Igualmente, al hablar de sus posiciones anteriores en casas de moda como Louis Vuitton, el diseñador ha comentado que “En Louis Vuitton, que era muy diferente, era un producto de lujo y debía de ser un material bellísimo. Y el precio -una camiseta de 1.000 euros- me pareció que era una locura”; pero ¿no es en realidad en cierta medida lo que Vetements está haciendo? Vendiendo sudaderas en materiales para nada extraordinarios, en no menos de $800 usd. ¿No es exactamente aquel el significado de lujo que el colectivo supuestamente tanto ha tratado de evitar?

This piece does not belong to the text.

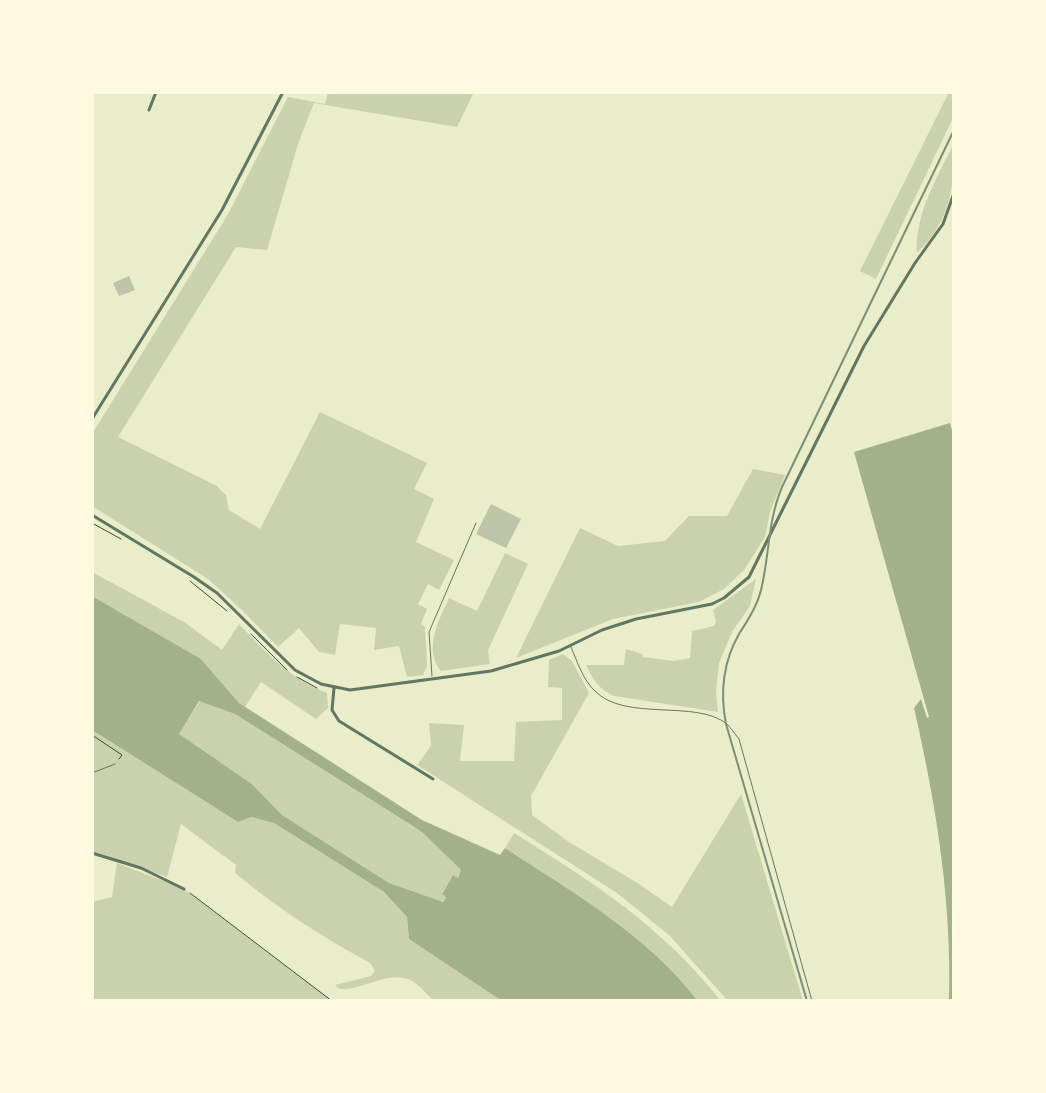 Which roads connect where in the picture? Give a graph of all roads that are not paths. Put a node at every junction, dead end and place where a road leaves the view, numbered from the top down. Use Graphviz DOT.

Porque aunque no lo parezca, la firma inició como un colectivo de iguales; y aunque hoy en día mucho se ha aplaudido el trabajo de Demna para Vetements, en realidad éste se trata de un esfuerzo en conjunto, un grupo cuyo inicio solía ser anónimo con el fin de dejar atrás el rostro del “diseñador en jefe” para permitir así que las prendas fuesen las encargadas de comunicar. Mas, de un momento a otro, Gvsalia decidió saltar a la fama tomando en sus manos el crédito y momentum, dando de pronto un sinfín de entrevistas, sesiones de fotos, y hasta poniendo su nombre en las etiquetas de las prendas de Vetements: “Vetements by Demna Gvsalia”; haciendo aún más pequeña la brecha entre su objetivo de no permitir el “crecimiento negativo” de la marca y la realidad.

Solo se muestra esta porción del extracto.